Metastasis--the spread of cancer from the place where it first started to another place in the body--is the most common reason that cancer treatments fail. To metastasize, some types of cancer cells rely on invadopodia, cellular membrane projections that act like feet, helping them "walk" away from the primary tumor and invade surrounding tissues. To determine how cells control invadopodia formation, scientists at Sanford-Burnham Medical Research Institute (Sanford-Burnham) screened a collection of pharmacologically active compounds to identify those that either promote or inhibit the process. The study, led by Sara Courtneidge, PhD and postdoctoral researcher Manuela Quintavalle, PhD in collaboration with scientists in Sanford-Burnham's Conrad Prebys Center for Chemical Genomics (Prebys Center), revealed compounds that inhibit invadopodia formation without causing toxicity. The search also turned up several other compounds that increased the number of invadopodia.
Two major findings came out of this research. First, several of the newly identified invadopodia inhibitors targeted a family of enzymes called cyclin-dependent kinases (Cdks), revealing a previously unrecognized role for Cdks in invadopodia formation. Secondly, one of the pro-invadopodia compounds was the chemotherapeutic agent paclitaxel--a finding that might have implications for the drug's current use in treating cancer. These findings will appear online July 26 in Science Signaling.
"Previous studies by our group and others have demonstrated that we might be able to target invadopodia to prevent cancer cell invasiveness," said Dr. Courtneidge, professor and director of the Tumor Microenvironment Program in Sanford-Burnham's NCI-Designated Cancer Center. "In this study, we established a cell-based screening assay to help us identify regulators of invadopodia formation."
Dr. Courtneidge's group has been studying invadopodia for a number of years with the goal of unraveling how they regulate tumor cell invasion. Sanford-Burnham's Prebys Center provided them with expertise in chemical genomics, the robotic technology necessary to rapidly and reproducibly screen more than 1,000 compounds with known pharmacological activity in cell-based assays, and automated microscopy capable of detecting and measuring invadopodia formation.
This screening study identified several compounds that block invadopodia, and therefore cancer cell invasion. The team was surprised to find that many of these compounds targeted Cdks, a family of enzymes that were not previously associated with invadopodia. In follow-up experiments, the researchers demonstrated that one of these enzymes, Cdk5, is required for the formation and function of invadopodia and for cellular invasion, important steps in cancer metastasis. Cdk5 is highly expressed in neurons, where it's involved in neuronal migration and outgrowth, but this is the first time the enzyme has been implicated in invadopodia formation.

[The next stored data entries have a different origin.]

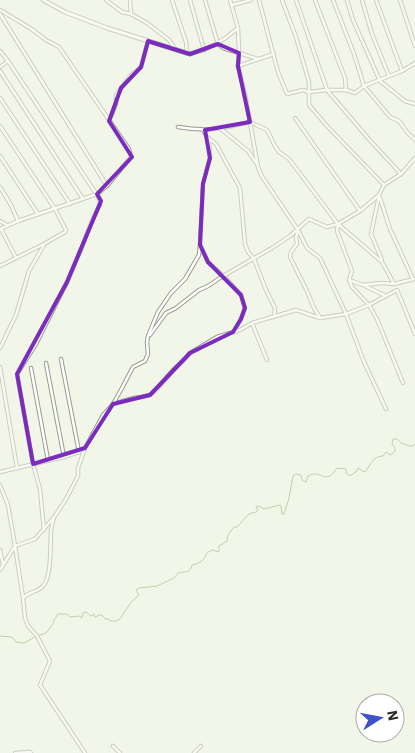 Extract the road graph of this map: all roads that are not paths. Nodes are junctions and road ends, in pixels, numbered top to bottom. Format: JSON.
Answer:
{"nodes":[{"id":1,"x":43,"y":0,"type":"edge"},
{"id":2,"x":106,"y":0,"type":"edge"},
{"id":3,"x":130,"y":0,"type":"edge"},
{"id":4,"x":172,"y":0,"type":"edge"},
{"id":5,"x":190,"y":0,"type":"edge"},
{"id":6,"x":205,"y":0,"type":"edge"},
{"id":7,"x":230,"y":0,"type":"edge"},
{"id":8,"x":251,"y":0,"type":"edge"},
{"id":9,"x":259,"y":0,"type":"edge"},
{"id":10,"x":282,"y":0,"type":"edge"},
{"id":11,"x":296,"y":0,"type":"edge"},
{"id":12,"x":315,"y":0,"type":"edge"},
{"id":13,"x":333,"y":0,"type":"edge"},
{"id":14,"x":347,"y":0,"type":"edge"},
{"id":15,"x":362,"y":0,"type":"edge"},
{"id":16,"x":376,"y":0,"type":"edge"},
{"id":17,"x":400,"y":0,"type":"edge"},
{"id":18,"x":232,"y":5,"type":"junction"},
{"id":19,"x":0,"y":10,"type":"edge"},
{"id":20,"x":0,"y":14,"type":"edge"},
{"id":21,"x":132,"y":14,"type":"junction"},
{"id":22,"x":238,"y":28,"type":"junction"},
{"id":23,"x":148,"y":42,"type":"junction"},
{"id":24,"x":218,"y":44,"type":"junction"},
{"id":25,"x":415,"y":46,"type":"edge"},
{"id":26,"x":176,"y":50,"type":"junction"},
{"id":27,"x":204,"y":50,"type":"junction"},
{"id":28,"x":0,"y":51,"type":"edge"},
{"id":29,"x":188,"y":54,"type":"junction"},
{"id":30,"x":239,"y":54,"type":"junction"},
{"id":31,"x":274,"y":54,"type":"junction"},
{"id":32,"x":258,"y":59,"type":"junction"},
{"id":33,"x":8,"y":61,"type":"junction"},
{"id":34,"x":415,"y":63,"type":"edge"},
{"id":35,"x":238,"y":66,"type":"junction"},
{"id":36,"x":0,"y":69,"type":"edge"},
{"id":37,"x":402,"y":71,"type":"junction"},
{"id":38,"x":389,"y":76,"type":"junction"},
{"id":39,"x":380,"y":81,"type":"junction"},
{"id":40,"x":364,"y":86,"type":"junction"},
{"id":41,"x":327,"y":90,"type":"junction"},
{"id":42,"x":346,"y":90,"type":"junction"},
{"id":43,"x":310,"y":92,"type":"junction"},
{"id":44,"x":0,"y":98,"type":"edge"},
{"id":45,"x":415,"y":104,"type":"edge"},
{"id":46,"x":295,"y":118,"type":"dead end"},
{"id":47,"x":109,"y":121,"type":"junction"},
{"id":48,"x":250,"y":122,"type":"junction"},
{"id":49,"x":0,"y":126,"type":"edge"},
{"id":50,"x":178,"y":127,"type":"dead end"},
{"id":51,"x":221,"y":129,"type":"junction"},
{"id":52,"x":203,"y":130,"type":"junction"},
{"id":53,"x":207,"y":137,"type":"junction"},
{"id":54,"x":415,"y":140,"type":"edge"},
{"id":55,"x":0,"y":156,"type":"edge"},
{"id":56,"x":415,"y":158,"type":"edge"},
{"id":57,"x":258,"y":166,"type":"junction"},
{"id":58,"x":401,"y":174,"type":"junction"},
{"id":59,"x":384,"y":185,"type":"junction"},
{"id":60,"x":107,"y":186,"type":"junction"},
{"id":61,"x":0,"y":189,"type":"edge"},
{"id":62,"x":97,"y":194,"type":"junction"},
{"id":63,"x":379,"y":195,"type":"junction"},
{"id":64,"x":83,"y":199,"type":"junction"},
{"id":65,"x":70,"y":204,"type":"junction"},
{"id":66,"x":55,"y":209,"type":"junction"},
{"id":67,"x":360,"y":211,"type":"junction"},
{"id":68,"x":38,"y":214,"type":"junction"},
{"id":69,"x":0,"y":221,"type":"edge"},
{"id":70,"x":18,"y":221,"type":"junction"},
{"id":71,"x":338,"y":224,"type":"junction"},
{"id":72,"x":8,"y":226,"type":"junction"},
{"id":73,"x":1,"y":229,"type":"edge"},
{"id":74,"x":298,"y":230,"type":"junction"},
{"id":75,"x":44,"y":244,"type":"junction"},
{"id":76,"x":200,"y":244,"type":"junction"},
{"id":77,"x":16,"y":258,"type":"junction"},
{"id":78,"x":254,"y":260,"type":"junction"},
{"id":79,"x":382,"y":262,"type":"junction"},
{"id":80,"x":0,"y":266,"type":"edge"},
{"id":81,"x":223,"y":276,"type":"junction"},
{"id":82,"x":414,"y":278,"type":"edge"},
{"id":83,"x":349,"y":280,"type":"junction"},
{"id":84,"x":394,"y":284,"type":"junction"},
{"id":85,"x":363,"y":285,"type":"junction"},
{"id":86,"x":386,"y":296,"type":"junction"},
{"id":87,"x":369,"y":304,"type":"junction"},
{"id":88,"x":346,"y":314,"type":"junction"},
{"id":89,"x":274,"y":318,"type":"junction"},
{"id":90,"x":320,"y":318,"type":"junction"},
{"id":91,"x":252,"y":323,"type":"junction"},
{"id":92,"x":233,"y":332,"type":"junction"},
{"id":93,"x":415,"y":334,"type":"edge"},
{"id":94,"x":147,"y":342,"type":"junction"},
{"id":95,"x":0,"y":348,"type":"edge"},
{"id":96,"x":61,"y":359,"type":"dead end"},
{"id":97,"x":267,"y":360,"type":"dead end"},
{"id":98,"x":46,"y":363,"type":"dead end"},
{"id":99,"x":0,"y":367,"type":"edge"},
{"id":100,"x":31,"y":368,"type":"dead end"},
{"id":101,"x":403,"y":383,"type":"dead end"},
{"id":102,"x":112,"y":404,"type":"junction"},
{"id":103,"x":386,"y":409,"type":"dead end"},
{"id":104,"x":85,"y":448,"type":"junction"},
{"id":105,"x":79,"y":452,"type":"junction"},
{"id":106,"x":64,"y":457,"type":"junction"},
{"id":107,"x":48,"y":460,"type":"junction"},
{"id":108,"x":33,"y":464,"type":"junction"},
{"id":109,"x":17,"y":468,"type":"junction"},
{"id":110,"x":0,"y":472,"type":"edge"},
{"id":111,"x":0,"y":485,"type":"edge"},
{"id":112,"x":55,"y":516,"type":"junction"},
{"id":113,"x":44,"y":530,"type":"junction"},
{"id":114,"x":15,"y":546,"type":"junction"},
{"id":115,"x":0,"y":550,"type":"edge"},
{"id":116,"x":3,"y":566,"type":"junction"},
{"id":117,"x":0,"y":570,"type":"edge"},
{"id":118,"x":23,"y":598,"type":"junction"},
{"id":119,"x":113,"y":746,"type":"dead end"},
{"id":120,"x":201,"y":746,"type":"dead end"},
{"id":121,"x":14,"y":753,"type":"edge"},
{"id":122,"x":31,"y":753,"type":"edge"},
{"id":123,"x":85,"y":753,"type":"edge"},
{"id":124,"x":120,"y":753,"type":"edge"},
{"id":125,"x":194,"y":753,"type":"edge"}],
"edges":[{"from":1,"to":23,"type":"street"},
{"from":2,"to":21,"type":"street"},
{"from":3,"to":21,"type":"street"},
{"from":4,"to":29,"type":"street"},
{"from":5,"to":27,"type":"street"},
{"from":6,"to":24,"type":"street"},
{"from":7,"to":18,"type":"street"},
{"from":8,"to":18,"type":"street"},
{"from":9,"to":31,"type":"street"},
{"from":10,"to":43,"type":"street"},
{"from":11,"to":41,"type":"street"},
{"from":12,"to":42,"type":"street"},
{"from":13,"to":40,"type":"street"},
{"from":14,"to":39,"type":"street"},
{"from":15,"to":38,"type":"street"},
{"from":16,"to":37,"type":"street"},
{"from":17,"to":25,"type":"street"},
{"from":18,"to":22,"type":"street"},
{"from":19,"to":47,"type":"street"},
{"from":20,"to":60,"type":"street"},
{"from":21,"to":26,"type":"street"},
{"from":22,"to":24,"type":"street"},
{"from":22,"to":30,"type":"street"},
{"from":23,"to":26,"type":"street"},
{"from":23,"to":47,"type":"street"},
{"from":24,"to":27,"type":"street"},
{"from":24,"to":30,"type":"street"},
{"from":26,"to":29,"type":"street"},
{"from":27,"to":29,"type":"street"},
{"from":28,"to":33,"type":"street"},
{"from":30,"to":32,"type":"street"},
{"from":30,"to":35,"type":"street"},
{"from":31,"to":32,"type":"street"},
{"from":31,"to":43,"type":"street"},
{"from":32,"to":35,"type":"street"},
{"from":33,"to":36,"type":"street"},
{"from":33,"to":62,"type":"street"},
{"from":34,"to":37,"type":"street"},
{"from":35,"to":48,"type":"street"},
{"from":36,"to":64,"type":"street"},
{"from":37,"to":38,"type":"street"},
{"from":38,"to":39,"type":"street"},
{"from":39,"to":40,"type":"street"},
{"from":39,"to":45,"type":"street"},
{"from":40,"to":42,"type":"street"},
{"from":40,"to":54,"type":"street"},
{"from":41,"to":42,"type":"street"},
{"from":41,"to":43,"type":"street"},
{"from":41,"to":58,"type":"street"},
{"from":43,"to":59,"type":"street"},
{"from":44,"to":65,"type":"street"},
{"from":46,"to":67,"type":"street"},
{"from":47,"to":60,"type":"street"},
{"from":48,"to":51,"type":"street"},
{"from":48,"to":57,"type":"street"},
{"from":48,"to":71,"type":"street"},
{"from":49,"to":66,"type":"street"},
{"from":50,"to":52,"type":"street"},
{"from":51,"to":52,"type":"street"},
{"from":51,"to":57,"type":"street"},
{"from":52,"to":53,"type":"street"},
{"from":53,"to":76,"type":"street"},
{"from":53,"to":78,"type":"street"},
{"from":55,"to":68,"type":"street"},
{"from":56,"to":58,"type":"street"},
{"from":57,"to":74,"type":"street"},
{"from":58,"to":59,"type":"street"},
{"from":59,"to":63,"type":"street"},
{"from":60,"to":62,"type":"street"},
{"from":61,"to":70,"type":"street"},
{"from":62,"to":64,"type":"street"},
{"from":62,"to":108,"type":"street"},
{"from":63,"to":67,"type":"street"},
{"from":63,"to":79,"type":"street"},
{"from":63,"to":82,"type":"street"},
{"from":64,"to":65,"type":"street"},
{"from":65,"to":66,"type":"street"},
{"from":66,"to":68,"type":"street"},
{"from":66,"to":75,"type":"street"},
{"from":67,"to":71,"type":"street"},
{"from":68,"to":70,"type":"street"},
{"from":69,"to":72,"type":"street"},
{"from":70,"to":72,"type":"street"},
{"from":71,"to":74,"type":"street"},
{"from":71,"to":79,"type":"street"},
{"from":71,"to":83,"type":"street"},
{"from":72,"to":73,"type":"street"},
{"from":73,"to":77,"type":"street"},
{"from":74,"to":78,"type":"street"},
{"from":74,"to":88,"type":"street"},
{"from":74,"to":90,"type":"street"},
{"from":75,"to":77,"type":"street"},
{"from":75,"to":95,"type":"street"},
{"from":76,"to":81,"type":"street"},
{"from":76,"to":94,"type":"street"},
{"from":77,"to":80,"type":"street"},
{"from":78,"to":81,"type":"street"},
{"from":78,"to":89,"type":"street"},
{"from":79,"to":84,"type":"street"},
{"from":81,"to":92,"type":"street"},
{"from":81,"to":94,"type":"street"},
{"from":82,"to":84,"type":"street"},
{"from":83,"to":85,"type":"street"},
{"from":83,"to":87,"type":"street"},
{"from":84,"to":85,"type":"street"},
{"from":85,"to":86,"type":"street"},
{"from":86,"to":87,"type":"street"},
{"from":86,"to":93,"type":"street"},
{"from":87,"to":88,"type":"street"},
{"from":87,"to":101,"type":"street"},
{"from":88,"to":90,"type":"street"},
{"from":88,"to":103,"type":"street"},
{"from":89,"to":90,"type":"street"},
{"from":89,"to":91,"type":"street"},
{"from":91,"to":92,"type":"street"},
{"from":91,"to":97,"type":"street"},
{"from":92,"to":102,"type":"street"},
{"from":94,"to":102,"type":"street"},
{"from":96,"to":105,"type":"street"},
{"from":98,"to":106,"type":"street"},
{"from":99,"to":109,"type":"street"},
{"from":100,"to":107,"type":"street"},
{"from":102,"to":104,"type":"street"},
{"from":104,"to":105,"type":"street"},
{"from":104,"to":112,"type":"street"},
{"from":105,"to":106,"type":"street"},
{"from":106,"to":107,"type":"street"},
{"from":107,"to":108,"type":"street"},
{"from":108,"to":109,"type":"street"},
{"from":108,"to":113,"type":"street"},
{"from":109,"to":110,"type":"street"},
{"from":111,"to":114,"type":"street"},
{"from":112,"to":113,"type":"street"},
{"from":112,"to":118,"type":"street"},
{"from":113,"to":114,"type":"street"},
{"from":114,"to":116,"type":"street"},
{"from":114,"to":118,"type":"street"},
{"from":115,"to":116,"type":"street"},
{"from":116,"to":117,"type":"street"},
{"from":118,"to":123,"type":"street"},
{"from":119,"to":124,"type":"street"},
{"from":120,"to":125,"type":"street"},
{"from":121,"to":122,"type":"street"}]}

Taking the study a step further, Drs. Courtneidge and Quintavalle and the team also worked out how Cdk5 promotes invadopodia formation. Cdk5's action leads to the degradation of another protein called caldesmon. Caldesmon was previously shown to negatively regulate invadopodia, so Cdk5 essentially removes that brake. That's why the Cdk inhibitors identified in the screening study also inhibited invadopodia.
Another pharmacologically active compound shown by the screen to regulate invadopodia was paclitaxel, a drug currently used to treat patients with many forms of cancer. Paclitaxel's anti-tumor activity is based on its ability to bind and stabilize microtubules, one component of the cellular cytoskeleton, thereby halting cell division and inducing cellular suicide. In this study, paclitaxel promoted invadopodia formation and cancer cell invasion. This makes sense because invadopodia formation also depends on microtubules, which are stabilized by paclitaxel. These results raise the concern that continued treatment with paclitaxel might be counterproductive in cancer patients who aren't responding well to the drug or in cases where the tumor has not yet been removed. Moreover, paclitaxel could actually provoke cancer metastasis in these patients.
"Although our results suggest paclitaxel might increase metastasis, we also observed that the drug did not promote invasive behavior in cells treated with an invadopodia inhibitor," said Dr. Courtneidge. "This defines a potential clinical path for testing inhibitors in the context of paclitaxel treatment. In other words, a patient could still benefit from paclitaxel's cancer cell-killing effect if physicians also have the ability to add a therapeutic invadopodia inhibitor when resistance develops."
This study provides the proof-of-concept that the identification of invadopodia regulators might also lead to new strategies for controlling metastatic cancer growth.